IDAvatars to Move Beyond Healthcare Following Purchase of CodeBaby

IDAvatars to Move Beyond Healthcare Following Purchase of CodeBaby

Since launching in 2013, Mequon, WI-based iDAvatars has mostly focused on applications for its intelligent virtual assistant software in the healthcare industry. That will likely change following the startup’s acquisition of CodeBaby, which has developed similar technology to iDAvatars’.

CodeBaby’s client roster includes some healthcare organizations, but also companies in sectors like finance, retail, and mobile communications.

“We know that the capabilities of iDAvatars can be used in a number of industries,” says Norrie Daroga, founder and CEO of iDAvatars. “Having CodeBaby’s entry points will allow us to change how marketing is done, using cognitive technologies. It doesn’t matter what the vertical is.”

One factor that led to the deal was that CodeBaby, founded in 2001 and based in Colorado Springs, CO, was not growing at the pace its shareholders desired, Daroga says.

“Historically, [CodeBaby] had a lot of losses,” he says, while iDAvatars has “a lot of growth at this stage of our life. Their shareholders were interested in figuring out a different strategy.”

In a press release, iDAvatars says the combined company will have more than 35 employers, plus 10 contractors. The new entity will be known as iDAvatars, or IDA, and will be based in Mequon. The CodeBaby name will be going away, but most of the company’s employees will continue to work from Colorado Springs or Edmonton, Canada, where CodeBaby also has an office. Daroga will serve as CEO of the combined company. Dennis McGuire, CEO of CodeBaby, will be chief strategy officer.

IDAvatars, formerly known as Geppetto Avatars, has developed software enabling animated characters like Sophie, a virtual medical assistant, to interact with users through natural language processing, facial recognition, and other technologies. Sophie can ask and answer questions, record responses, and pass along information to other systems. For example, patients who receive care from the U.S. Department of Veterans Affairs (VA), which Daroga says is his company’s largest customer, can chat with Sophie online about diabetes management or symptoms of post-traumatic stress disorder.

While interactions with Sophie may have a similar look and feel to those with Kate—one of CodeBaby’s avatars—that company’s characters are not able to store and recall user-specific information, Daroga says. Sophie, meanwhile, is highly personalized to the user and is designed to gather data that will in theory make future interactions more effective, he says.

“CodeBaby’s avatars talk and ours listen,” Daroga says. “So now with the combination, we have a conversation.”

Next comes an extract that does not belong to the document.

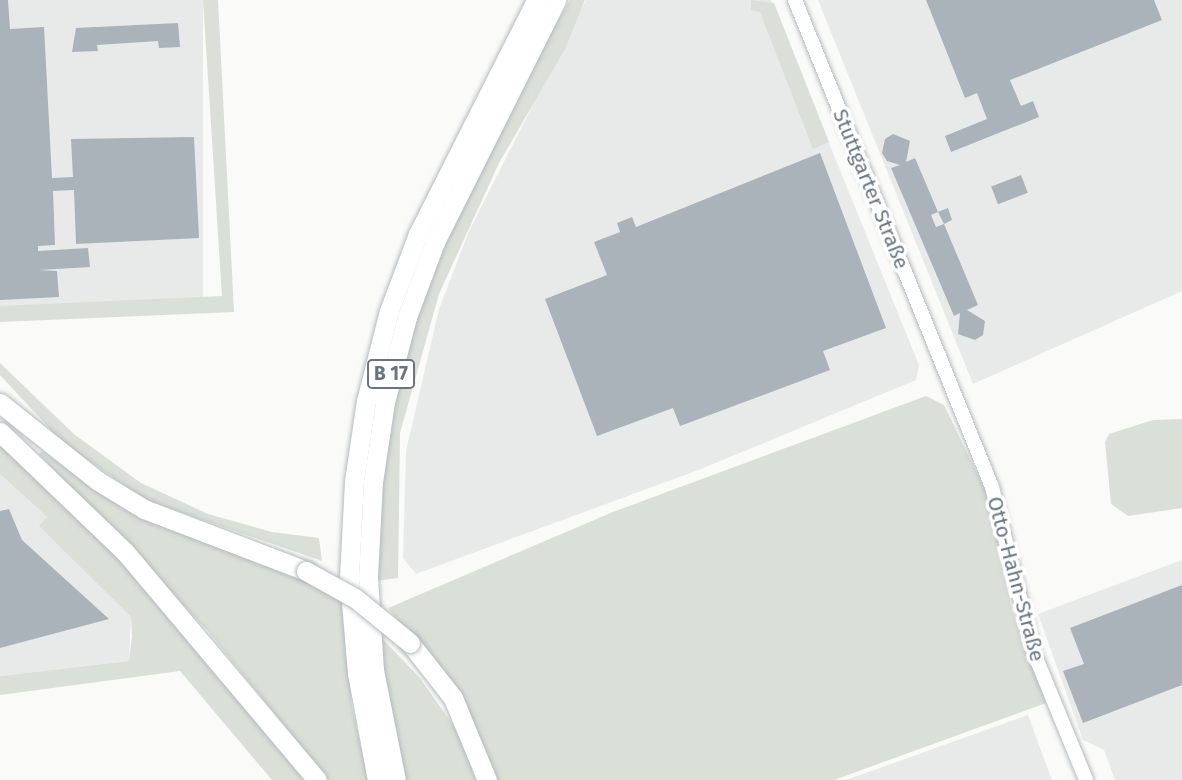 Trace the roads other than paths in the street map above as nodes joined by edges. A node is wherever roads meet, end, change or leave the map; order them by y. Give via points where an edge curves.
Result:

Another difference is technical: iDAvatars has concentrated on developing apps for mobile devices, while CodeBaby’s technology is geared toward the Web. Specifically, it relies on Web Graphics Library, an interface allowing developers to render two- and three-dimension graphics in any Web browser without the need for a plug-in.

According to a report by Transparency Market Research, the global market for intelligent virtual assistant technology is expected to grow to $ 5.1 billion in 2022, from $ 570 million in 2014. Large businesses are currently the primary adopters of the technology, according to the report. But as prices come down, small and midsized firms are expected to become a bigger part of the picture.

Both companies are part of the IBM Watson ecosystem, a community of developers working to integrate their software tools with the supercomputer. IDAvatars announced it had joined the ecosystem in September, and CodeBaby did so in March.

Under the terms of the deal, iDAvatars and CodeBaby are together aiming to raise $ 2 million from investors, Daroga says. So far, about $ 1.5 million of that total has been committed, he says. IDAvatars had previously raised about $4 million in outside financing, he says

IDAvatars’ revenues totaled about $600,000 in 2015, and that is projected to increase to about $1.5 million for the current year, Daroga says. CodeBaby expects revenues in the neighborhood of $2.5 million this year, he says.

Daroga he expects the combined company will come close to breaking even this year.